Using information from regulatory filings, Bloomberg claims that in November, his trust and groups that receive charitable and political donations sold almost $185 million worth of shares through trading plans. For the first time since November 2021, Zuck sold his shares.
At that time, Meta’s shares had fallen to their lowest point since 2015. The fact that Meta’s stock has been trading at this level since November 2021 may not be a coincidence.
According to Smart Asset’s capital gains tax calculator, Zuckerberg will pay roughly 24% in federal capital gains tax and 13.3% in California state tax (assuming his $37 million Palo Alto estate is considered his primary residence).
That means Zuckerberg might owe up to $68.6 million in capital gains taxes.
The move has weighed on Meta stock on Monday, with shares down roughly 3% at the time of writing in early market activity.

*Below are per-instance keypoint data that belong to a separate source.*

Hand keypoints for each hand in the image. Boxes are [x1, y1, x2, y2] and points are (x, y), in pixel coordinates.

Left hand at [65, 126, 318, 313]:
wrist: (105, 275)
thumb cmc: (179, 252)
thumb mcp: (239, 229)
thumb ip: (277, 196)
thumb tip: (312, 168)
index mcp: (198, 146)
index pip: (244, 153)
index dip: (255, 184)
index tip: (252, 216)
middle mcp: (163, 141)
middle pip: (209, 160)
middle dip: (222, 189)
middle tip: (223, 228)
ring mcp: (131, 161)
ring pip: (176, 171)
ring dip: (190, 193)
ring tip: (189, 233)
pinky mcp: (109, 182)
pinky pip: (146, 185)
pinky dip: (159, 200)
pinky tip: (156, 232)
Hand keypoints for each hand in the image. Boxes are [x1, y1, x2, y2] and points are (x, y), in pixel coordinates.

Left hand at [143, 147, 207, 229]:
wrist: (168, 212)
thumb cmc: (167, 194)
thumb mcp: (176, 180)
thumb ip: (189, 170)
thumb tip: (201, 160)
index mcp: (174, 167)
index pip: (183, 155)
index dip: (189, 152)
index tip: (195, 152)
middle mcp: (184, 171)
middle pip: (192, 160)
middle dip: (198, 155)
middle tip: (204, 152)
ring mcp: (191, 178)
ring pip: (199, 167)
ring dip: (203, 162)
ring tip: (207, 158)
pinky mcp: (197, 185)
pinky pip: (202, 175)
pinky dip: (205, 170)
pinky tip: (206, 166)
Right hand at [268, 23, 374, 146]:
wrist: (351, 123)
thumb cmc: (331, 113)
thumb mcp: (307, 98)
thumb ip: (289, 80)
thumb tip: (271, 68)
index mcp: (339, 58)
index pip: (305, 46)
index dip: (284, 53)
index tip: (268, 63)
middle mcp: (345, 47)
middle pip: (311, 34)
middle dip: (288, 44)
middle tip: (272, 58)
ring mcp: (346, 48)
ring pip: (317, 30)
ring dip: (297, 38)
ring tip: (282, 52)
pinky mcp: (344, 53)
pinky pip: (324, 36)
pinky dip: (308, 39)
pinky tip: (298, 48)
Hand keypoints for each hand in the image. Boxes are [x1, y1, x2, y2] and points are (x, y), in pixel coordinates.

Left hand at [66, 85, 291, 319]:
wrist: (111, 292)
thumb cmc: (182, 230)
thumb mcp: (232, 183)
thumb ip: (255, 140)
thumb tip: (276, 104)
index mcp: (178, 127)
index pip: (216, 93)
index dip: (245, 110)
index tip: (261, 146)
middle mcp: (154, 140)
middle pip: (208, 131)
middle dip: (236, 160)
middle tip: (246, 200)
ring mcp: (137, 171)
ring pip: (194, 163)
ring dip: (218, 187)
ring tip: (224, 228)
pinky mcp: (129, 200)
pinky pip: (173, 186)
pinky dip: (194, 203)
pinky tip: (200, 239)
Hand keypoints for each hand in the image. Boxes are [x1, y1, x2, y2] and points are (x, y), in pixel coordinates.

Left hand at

Prior to his two-year hiatus, Zuckerberg was quite active in selling his shares, dumping more than $1 billion of stock in 2021, according to Bloomberg.

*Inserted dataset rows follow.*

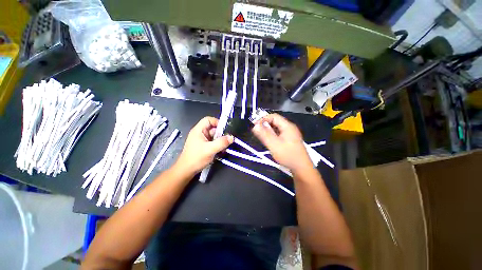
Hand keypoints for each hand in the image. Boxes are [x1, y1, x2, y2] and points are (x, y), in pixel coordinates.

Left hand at [175, 117, 233, 175]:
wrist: (186, 170)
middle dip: (221, 134)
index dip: (217, 122)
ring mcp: (202, 140)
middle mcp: (200, 133)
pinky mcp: (204, 146)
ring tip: (225, 146)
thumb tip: (231, 137)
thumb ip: (221, 143)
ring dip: (220, 140)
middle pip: (213, 128)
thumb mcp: (210, 149)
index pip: (208, 120)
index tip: (225, 129)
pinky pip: (213, 142)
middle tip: (227, 140)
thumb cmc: (196, 158)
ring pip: (214, 136)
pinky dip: (218, 145)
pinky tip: (221, 150)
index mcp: (199, 130)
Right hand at [252, 114, 311, 172]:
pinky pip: (279, 133)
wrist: (301, 167)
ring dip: (268, 131)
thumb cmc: (288, 155)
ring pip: (276, 128)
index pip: (273, 116)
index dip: (263, 119)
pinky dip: (273, 135)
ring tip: (263, 138)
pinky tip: (270, 142)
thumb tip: (255, 126)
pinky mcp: (290, 139)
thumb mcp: (274, 145)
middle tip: (258, 133)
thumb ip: (264, 135)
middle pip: (275, 121)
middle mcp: (289, 127)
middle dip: (265, 125)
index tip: (256, 126)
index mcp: (287, 126)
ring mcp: (290, 134)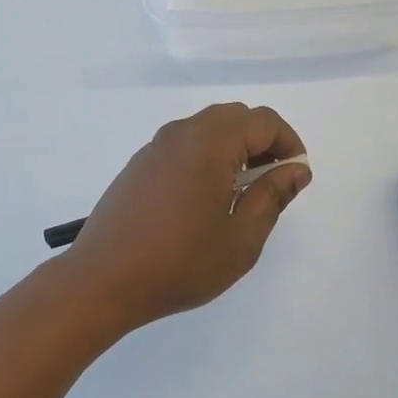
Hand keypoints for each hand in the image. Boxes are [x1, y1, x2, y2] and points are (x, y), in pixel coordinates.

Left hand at [65, 103, 311, 327]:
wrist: (102, 280)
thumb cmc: (180, 262)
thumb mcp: (241, 238)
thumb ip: (273, 197)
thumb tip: (296, 169)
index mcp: (211, 142)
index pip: (263, 120)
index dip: (288, 142)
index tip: (296, 176)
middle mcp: (182, 132)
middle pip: (235, 117)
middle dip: (262, 141)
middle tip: (271, 183)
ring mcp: (156, 146)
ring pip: (208, 128)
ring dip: (234, 148)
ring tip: (240, 193)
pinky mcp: (140, 163)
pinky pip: (184, 144)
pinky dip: (206, 156)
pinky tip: (203, 199)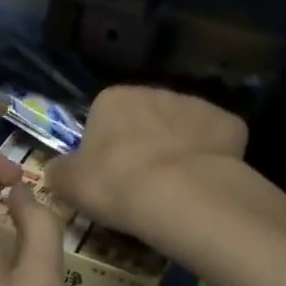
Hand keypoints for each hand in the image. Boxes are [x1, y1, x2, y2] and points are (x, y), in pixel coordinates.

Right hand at [46, 85, 248, 251]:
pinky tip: (206, 186)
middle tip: (141, 186)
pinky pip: (216, 142)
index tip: (110, 178)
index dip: (106, 149)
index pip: (104, 118)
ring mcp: (195, 104)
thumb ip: (59, 172)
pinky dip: (213, 159)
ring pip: (182, 129)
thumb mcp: (69, 184)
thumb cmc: (115, 183)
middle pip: (146, 119)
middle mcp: (155, 91)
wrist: (179, 193)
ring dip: (178, 151)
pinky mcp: (229, 123)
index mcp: (113, 99)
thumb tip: (56, 171)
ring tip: (175, 191)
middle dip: (145, 145)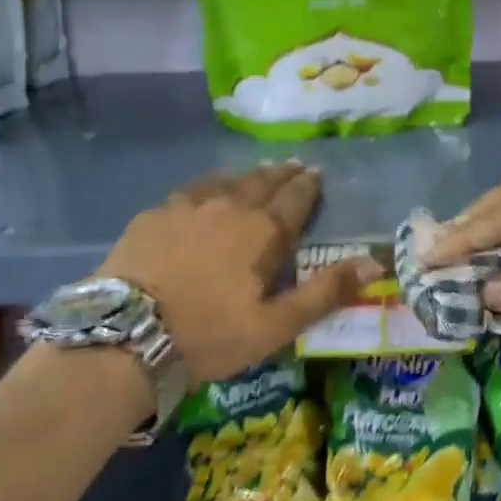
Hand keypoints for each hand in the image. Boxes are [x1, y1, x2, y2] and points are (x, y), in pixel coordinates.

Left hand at [99, 162, 376, 383]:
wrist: (125, 335)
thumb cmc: (209, 334)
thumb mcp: (275, 326)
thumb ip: (325, 292)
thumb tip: (374, 262)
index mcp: (262, 231)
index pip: (294, 199)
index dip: (308, 186)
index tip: (316, 174)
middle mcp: (228, 206)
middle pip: (262, 182)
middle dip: (282, 174)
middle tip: (294, 166)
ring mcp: (186, 206)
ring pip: (227, 180)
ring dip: (248, 175)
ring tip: (258, 172)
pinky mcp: (154, 214)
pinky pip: (192, 189)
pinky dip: (210, 184)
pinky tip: (207, 189)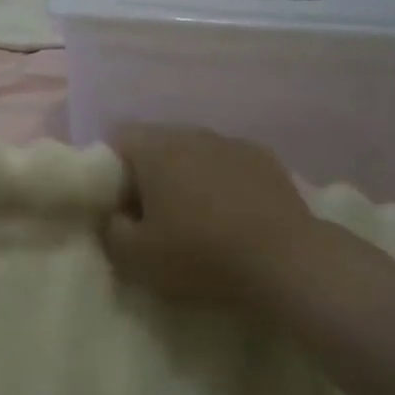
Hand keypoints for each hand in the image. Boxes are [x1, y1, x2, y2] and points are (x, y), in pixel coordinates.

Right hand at [103, 125, 316, 308]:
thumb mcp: (134, 257)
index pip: (116, 140)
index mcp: (155, 148)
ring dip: (187, 178)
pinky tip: (232, 217)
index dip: (109, 172)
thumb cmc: (199, 254)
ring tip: (196, 219)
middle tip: (153, 217)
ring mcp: (233, 143)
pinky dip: (222, 184)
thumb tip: (115, 215)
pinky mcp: (266, 159)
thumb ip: (110, 230)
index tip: (118, 207)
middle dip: (149, 175)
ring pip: (195, 154)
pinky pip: (228, 165)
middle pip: (156, 145)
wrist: (285, 261)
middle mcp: (192, 133)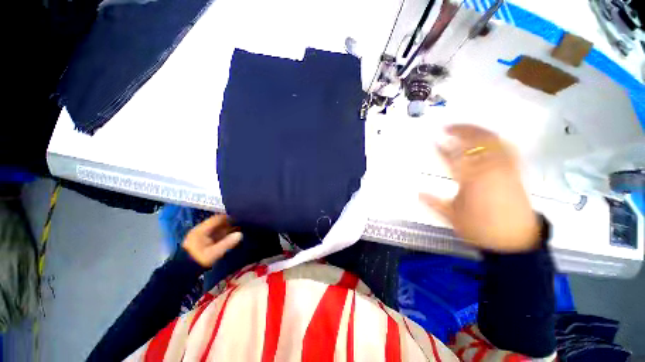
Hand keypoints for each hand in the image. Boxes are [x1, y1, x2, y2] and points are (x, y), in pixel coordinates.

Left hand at [182, 215, 242, 267]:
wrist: (184, 272)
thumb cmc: (198, 261)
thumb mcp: (213, 254)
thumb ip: (226, 243)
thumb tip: (240, 234)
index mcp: (201, 230)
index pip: (217, 219)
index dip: (229, 218)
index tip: (241, 219)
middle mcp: (202, 230)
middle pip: (219, 222)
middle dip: (231, 223)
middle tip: (243, 224)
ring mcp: (203, 235)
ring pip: (219, 228)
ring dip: (229, 228)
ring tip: (241, 229)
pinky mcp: (205, 240)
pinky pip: (218, 233)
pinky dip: (226, 233)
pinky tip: (233, 236)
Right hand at [420, 124, 539, 252]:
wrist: (514, 241)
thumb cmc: (479, 228)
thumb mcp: (451, 216)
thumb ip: (433, 202)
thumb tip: (417, 192)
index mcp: (471, 181)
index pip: (454, 157)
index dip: (442, 146)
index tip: (434, 139)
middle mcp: (490, 170)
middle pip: (477, 141)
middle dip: (462, 130)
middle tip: (448, 127)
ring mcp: (505, 169)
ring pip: (493, 141)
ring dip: (478, 132)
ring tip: (466, 129)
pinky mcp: (516, 172)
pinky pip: (506, 148)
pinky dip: (495, 140)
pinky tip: (488, 140)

According to the Bloomberg Billionaires Index, Zuckerberg still owns approximately 13% of the firm he co-founded, which accounts for the majority of his almost $118 billion fortune.
When the stock was in the doldrums, investors questioned Zuckerberg’s emphasis on transitioning his firm out of the social media age and into the so-called digital metaverse.
The stock dropped from an all-time high in late September 2021 to half its previous value a year later.
In October 2022, Jim Cramer, the CNBC analyst who had stood behind Zuckerberg and Meta through thick and thin, had had enough. For years, the guy whose slogan for the firm held, don’t trade, claimed he was mistaken for supporting the company a day after the stock plunged 25% in a single session.